Teheran precisa: se entro 60 giorni raggiungerà un accordo con i partner, tornerà a rispettare i limiti. Washington ordina la partenza del personale Usa "non indispensabile" dall'Iraq

L’Iran ha formalmente sospeso alcuni dei suoi obblighi previsti dall’accordo sul nucleare del 2015. Lo riferiscono fonti dell’Organizzazione per l’energia atomica di Teheran, citate dall’agenzia di stampa Isna. La mossa arriva a una settimana dall’ultimatum lanciato dal presidente Hassan Rouhani. Gli obblighi previsti dal piano d’azione globale congiunto (Jcpoa) che sono stati interrotti riguardano le riserve in eccesso di uranio arricchito e acqua pesante, che non saranno più esportate per limitarne la quantità a disposizione dell’Iran. Teheran ha precisato che se entro 60 giorni raggiungerà un accordo con i partner, tornerà a rispettare questi limiti sulle riserve come previsti dall’intesa.

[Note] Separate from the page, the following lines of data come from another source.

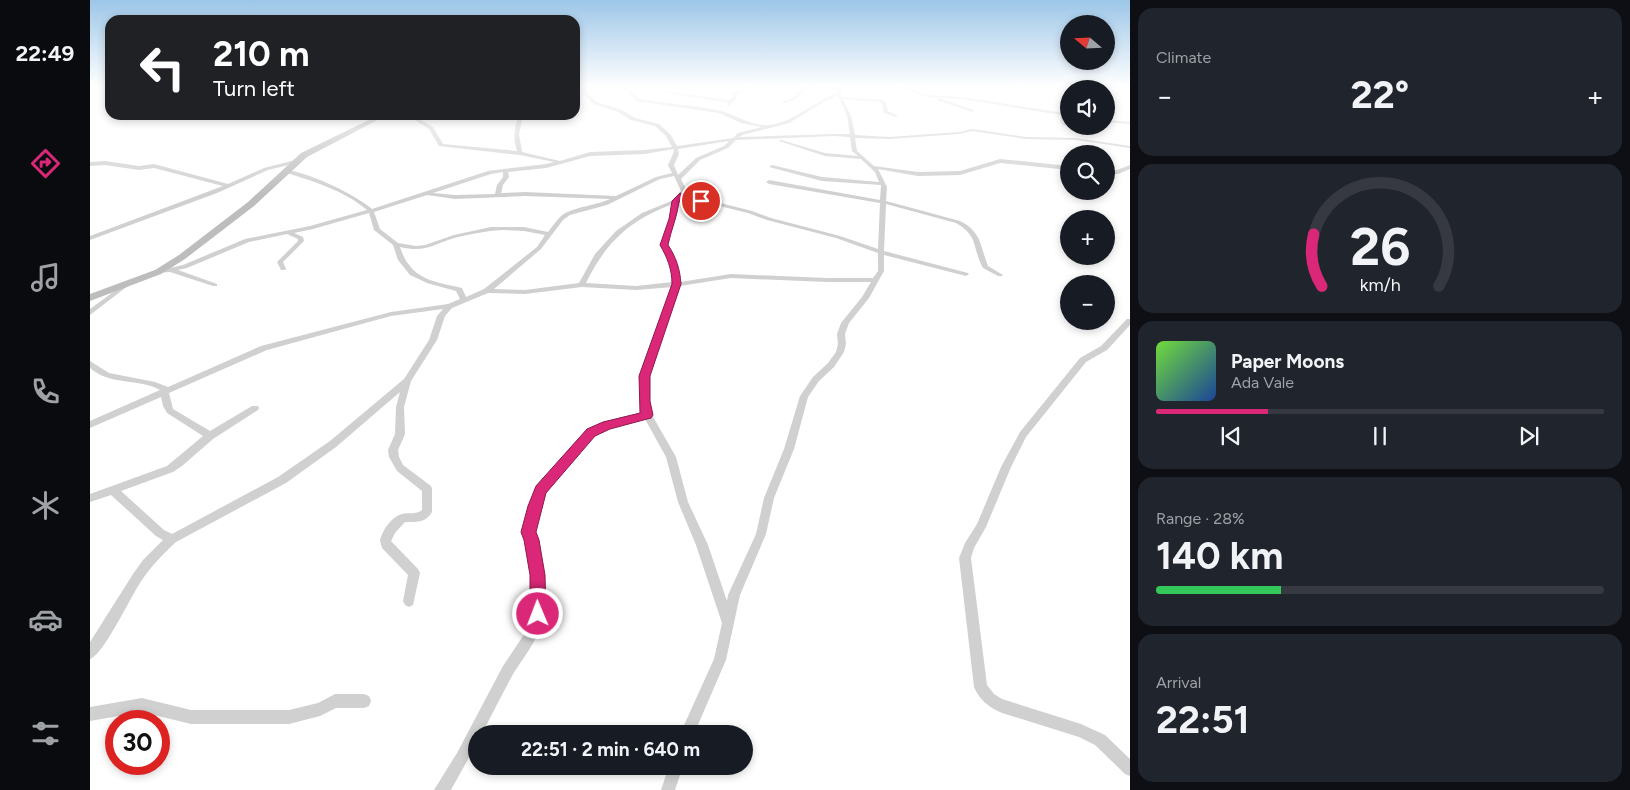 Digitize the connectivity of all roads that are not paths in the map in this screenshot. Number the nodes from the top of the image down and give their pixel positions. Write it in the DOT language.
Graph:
graph roads {
  1 [pos="370,122"];
  2 [pos="420,122"];
  3 [pos="517,122"];
  4 [pos="644,122"];
  5 [pos="744,122"];
  6 [pos="787,122"];
  7 [pos="848,122"];
  8 [pos="1116,122"];
  9 [pos="1130,123"];
  10 [pos="770,127"];
  11 [pos="852,135"];
  12 [pos="774,138"];
  13 [pos="736,139"];
  14 [pos="1130,147"];
  15 [pos="676,148"];
  16 [pos="520,153"];
  17 [pos="861,158"];
  18 [pos="295,162"];
  19 [pos="562,162"];
  20 [pos="90,164"];
  21 [pos="772,167"];
  22 [pos="873,167"];
  23 [pos="1060,167"];
  24 [pos="1130,167"];
  25 [pos="505,170"];
  26 [pos="286,172"];
  27 [pos="1115,172"];
  28 [pos="677,176"];
  29 [pos="769,182"];
  30 [pos="883,184"];
  31 [pos="229,186"];
  32 [pos="426,194"];
  33 [pos="683,195"];
  34 [pos="497,196"];
  35 [pos="618,198"];
  36 [pos="676,201"];
  37 [pos="884,203"];
  38 [pos="370,211"];
  39 [pos="288,233"];
  40 [pos="548,234"];
  41 [pos="90,238"];
  42 [pos="396,244"];
  43 [pos="881,252"];
  44 [pos="283,269"];
  45 [pos="171,270"];
  46 [pos="158,272"];
  47 [pos="966,274"];
  48 [pos="1000,275"];
  49 [pos="875,280"];
  50 [pos="127,284"];
  51 [pos="677,284"];
  52 [pos="215,285"];
  53 [pos="582,285"];
  54 [pos="487,291"];
  55 [pos="90,298"];
  56 [pos="464,299"];
  57 [pos="449,306"];
  58 [pos="90,313"];
  59 [pos="1130,321"];
  60 [pos="90,364"];
  61 [pos="407,381"];
  62 [pos="166,391"];
  63 [pos="255,408"];
  64 [pos="647,415"];
  65 [pos="90,425"];
  66 [pos="210,436"];
  67 [pos="114,491"];
  68 [pos="90,498"];
  69 [pos="172,539"];
  70 [pos="409,601"];
  71 [pos="727,620"];
  72 [pos="90,654"];
  73 [pos="364,700"];
  74 [pos="90,714"];
  75 [pos="691,725"];
  76 [pos="1130,769"];
  77 [pos="673,775"];
  78 [pos="441,790"];
  79 [pos="668,790"];
  1 -- 18 [label="street"];
  2 -- 16 [label="street"];
  3 -- 16 [label="street"];
  4 -- 15 [label="street"];
  5 -- 10 [label="street"];
  6 -- 10 [label="street"];
  7 -- 11 [label="street"];
  8 -- 9 [label="street"];
  10 -- 13 [label="street"];
  11 -- 12 [label="street"];
  11 -- 14 [label="street"];
  11 -- 17 [label="street"];
  12 -- 13 [label="street"];
  12 -- 17 [label="street"];
  13 -- 15 [label="street"];
  13 -- 28 [label="street"];
  15 -- 19 [label="street"];
  15 -- 28 [label="street"];
  16 -- 19 [label="street"];
  17 -- 22 [label="street"];
  18 -- 26 [label="street"];
  18 -- 31 [label="street"];
  19 -- 25 [label="street"];
  20 -- 31 [label="street"];
  21 -- 30 [label="street"];
  22 -- 23 [label="street"];
  22 -- 30 [label="street"];
  24 -- 27 [label="street"];
  25 -- 32 [label="street"];
  25 -- 34 [label="street"];
  26 -- 38 [label="street"];
  26 -- 46 [label="street"];
  28 -- 33 [label="street"];
  28 -- 35 [label="street"];
  29 -- 37 [label="street"];
  30 -- 37 [label="street"];
  31 -- 41 [label="street"];
  32 -- 34 [label="street"];
  32 -- 38 [label="street"];
  33 -- 36 [label="street"];
  33 -- 43 [label="street"];
  34 -- 35 [label="street"];
  35 -- 40 [label="street"];
  36 -- 51 [label="street"];
  36 -- 53 [label="street"];
  37 -- 43 [label="street"];
  37 -- 48 [label="street"];
  38 -- 39 [label="street"];
  38 -- 42 [label="street"];
  39 -- 44 [label="street"];
  39 -- 45 [label="street"];
  40 -- 42 [label="street"];
  40 -- 54 [label="street"];
  42 -- 56 [label="street"];
  43 -- 47 [label="street"];
  43 -- 49 [label="street"];
  45 -- 46 [label="street"];
  45 -- 52 [label="street"];
  46 -- 50 [label="street"];
  49 -- 51 [label="street"];
  49 -- 71 [label="street"];
  50 -- 55 [label="street"];
  50 -- 58 [label="street"];
  51 -- 53 [label="street"];
  51 -- 64 [label="street"];
  53 -- 54 [label="street"];
  54 -- 56 [label="street"];
  56 -- 57 [label="street"];
  57 -- 61 [label="street"];
  57 -- 62 [label="street"];
  59 -- 76 [label="street"];
  60 -- 62 [label="street"];
  61 -- 69 [label="street"];
  61 -- 70 [label="street"];
  62 -- 65 [label="street"];
  62 -- 66 [label="street"];
  63 -- 66 [label="street"];
  64 -- 71 [label="street"];
  64 -- 78 [label="street"];
  66 -- 67 [label="street"];
  67 -- 68 [label="street"];
  67 -- 69 [label="street"];
  69 -- 72 [label="street"];
  71 -- 75 [label="street"];
  73 -- 74 [label="street"];
  77 -- 79 [label="street"];
} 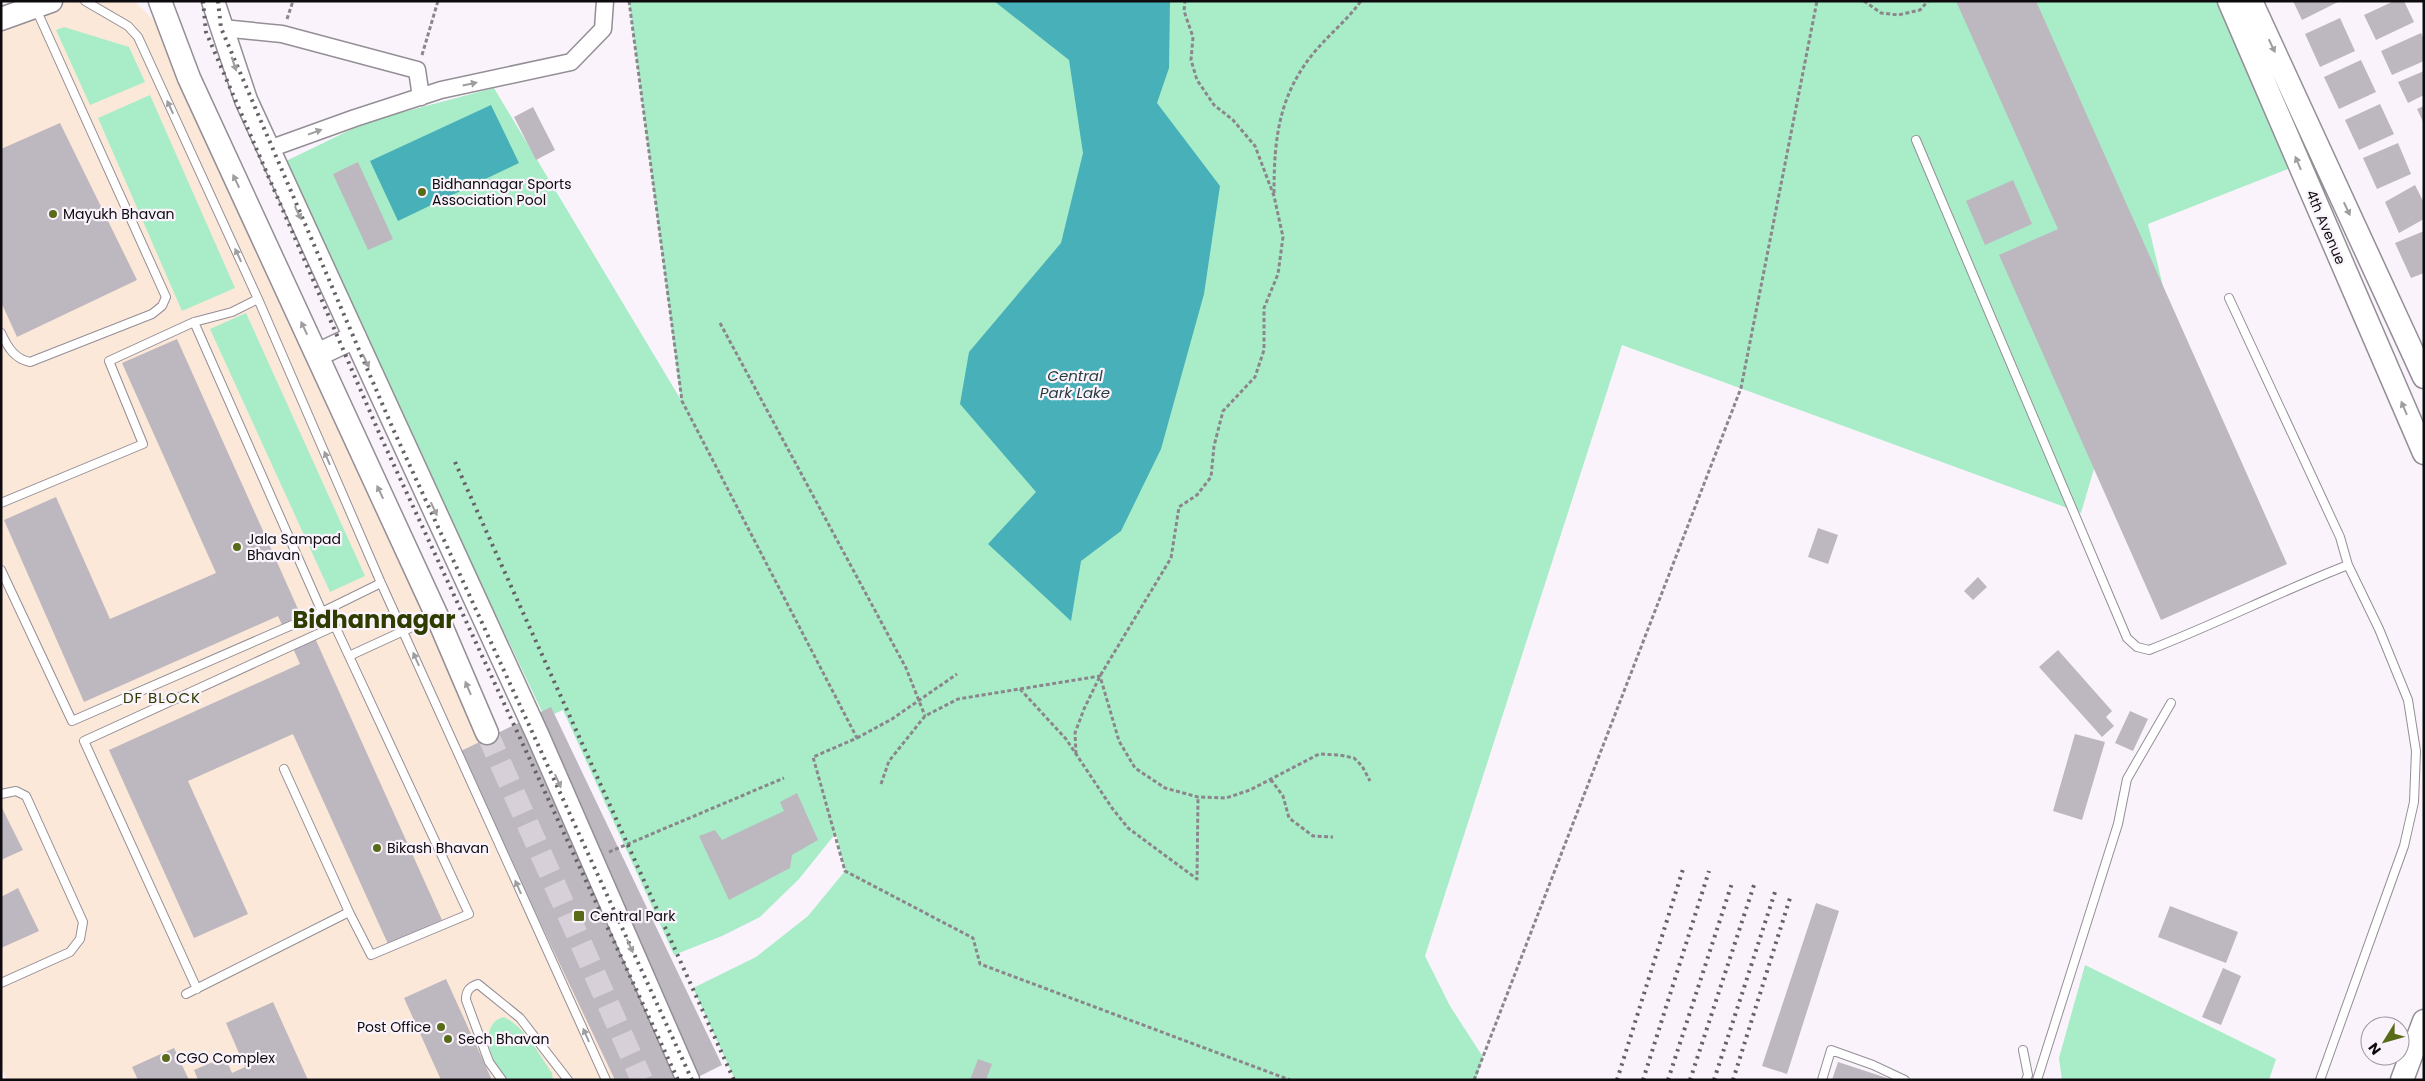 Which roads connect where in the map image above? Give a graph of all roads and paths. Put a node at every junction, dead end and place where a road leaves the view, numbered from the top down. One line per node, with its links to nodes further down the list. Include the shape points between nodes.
1 (85, 1): 24 (lane, one-way to 1, via 138,37 128,26)
2 (160, 1): 30 (main road, one-way to 2, via 189,78)
3 (213, 1): 16 (main road)
4 (438, 1): 17 (path)
5 (605, 1): 18 (street, one-way to 5, via 571,62 583,53 602,29)
6 (629, 1): 48 (path, via 682,401)
7 (1185, 1): 21 (path, via 1184,11 1193,38 1191,60 1197,80 1214,105 1233,120 1255,146)
8 (1361, 1): 21 (path, via 1298,73 1281,114 1274,150)
9 (1817, 1): 70 (path, via 1741,388)
10 (1864, 1): 11 (path, via 1881,13 1898,15 1920,10)
11 (1928, 1)
12 (2229, 1): 25 (main road, 4th Avenue, one-way to 12)
13 (2251, 1): 22 (main road, 4th Avenue, one-way to 22)
14 (43, 4): 15 (main road); 28 (lane, via 166,297 162,306 152,314 30,362 20,360 7,346)
15 (1, 19)
16 (222, 28): 17 (street, via 282,34); 20 (main road, one-way to 20, via 246,100)
17 (417, 70): 18 (street)
18 (421, 97): 20 (street, one-way to 18)
19 (1916, 140): 34 (lane, via 2127,638 2137,647 2149,650)
20 (269, 149): 29 (main road, one-way to 29)
21 (1274, 196): 42 (path, via 1283,236 1278,274 1264,308 1264,350 1255,377 1224,411 1214,446 1211,478 1197,495 1180,507 1171,558)
22 (2387, 297): 25 (main road); 31 (main road, 4th Avenue)
23 (2229, 298): 34 (lane, via 2340,537)
24 (258, 299): 26 (lane, via 232,312); 36 (lane, one-way to 24)
25 (2361, 309): 32 (main road, 4th Avenue, one-way to 25)
26 (194, 322): 33 (lane, via 109,361 142,444); 37 (lane)
27 (720, 323): 44 (path, via 906,668)
28 (1, 333)
29 (355, 337): 30 (main road); 58 (main road, one-way to 58)
30 (317, 355): 38 (main road, one-way to 30)
31 (2424, 377)
32 (2424, 453)
33 (1, 503)
34 (2348, 566): 75 (lane, via 2379,629 2408,700 2416,751 2414,802 2404,846)
35 (1, 570): 37 (lane, via 72,721)
36 (381, 583): 37 (lane); 39 (lane)
37 (322, 612)
38 (437, 616): 39 (lane); 47 (main road, one-way to 38)
39 (404, 631): 40 (lane); 67 (lane, one-way to 39)
40 (349, 656): 59 (lane, via 468,914 371,955); 61 (lane, via 335,626 84,742)
41 (957, 674): 44 (path)
42 (1100, 676): 43 (path); 49 (path, via 1075,733); 56 (path, via 1119,741 1135,768 1165,788)
43 (1020, 689): 46 (path, via 958,699); 49 (path)
44 (918, 700): 46 (path); 48 (path)
45 (2171, 703): 74 (lane, via 2127,779 2118,824)
46 (925, 716): 54 (path, via 889,761)
47 (487, 733)
48 (857, 738): 69 (path, via 813,757 845,871 973,938 980,964)
49 (1076, 754): 56 (path, via 1128,828 1197,879)
50 (284, 769): 59 (lane)
51 (784, 778): 58 (path)
52 (1267, 781): 53 (path, via 1319,754 1354,758); 56 (path, via 1226,798); 57 (path, via 1272,781 1283,796 1289,818 1313,836)
53 (1370, 781)
54 (881, 784)
55 (1, 794): 60 (lane, via 16,791 26,796 83,922 80,939 70,952)
56 (1198, 797)
57 (1334, 837)
58 (592, 859): 68 (main road, one-way to 68)
59 (349, 912): 61 (lane)
60 (1, 983)
61 (197, 989): 62 (lane)
62 (186, 994)
63 (2424, 1021): 76 (main road)
64 (2023, 1050): 73 (lane)
65 (502, 1080): 66 (lane, via 489,1062 466,1000 466,992 471,986 478,984 520,1018)
66 (568, 1080)
67 (606, 1080)
68 (688, 1080)
69 (1290, 1080)
70 (1474, 1080)
71 (1822, 1080): 72 (lane, via 1831,1050)
72 (1905, 1080)
73 (2026, 1080)
74 (2037, 1080)
75 (2320, 1080)
76 (2402, 1080)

Droni attaccano due stazioni di pompaggio in Arabia Saudita

La tensione sta aumentando pericolosamente nei rapporti tra Usa e Iran. A nemmeno tre giorni dal sabotaggio delle petroliere saudite, dei droni avrebbero colpito due stazioni di pompaggio in Arabia Saudita della East-West Pipeline. Si tratta di un oleodotto che trasporta il greggio fino al porto di Yanbu, sul Mar Rosso.  Il responsabile dei ribelli yemeniti sciiti filo-iraniani Houthi ha rivendicato l’attacco, motivandolo come una “risposta ai crimini sauditi”. Il ministro Saudita dell’Energia, Khalid al-Falih ha denunciato l’attacco e specificato che le stazioni sono state bloccate provvisoriamente.

Washington ordina la partenza del personale “non indispensabile” dall’Iraq

Nel frattempo, gli Stati Uniti hanno rivisto i piani militari contro l’Iran e ordinato la partenza del “personale governativo non indispensabile” dall’Iraq. Gli Usa potrebbero inviare 120.000 soldati nel caso in cui l’Iran dovesse attaccare le forze americane o accelerare sulle armi nucleari. Inoltre, secondo i media arabi, il Dipartimento di Stato americano ha ordinato la partenza dall’Iraq del “personale governativo Usa non indispensabile”. Il provvedimento  viene giustificato con la “limitata capacità di fornire servizi di emergenza ai cittadini statunitensi in Iraq” da parte del governo di Washington.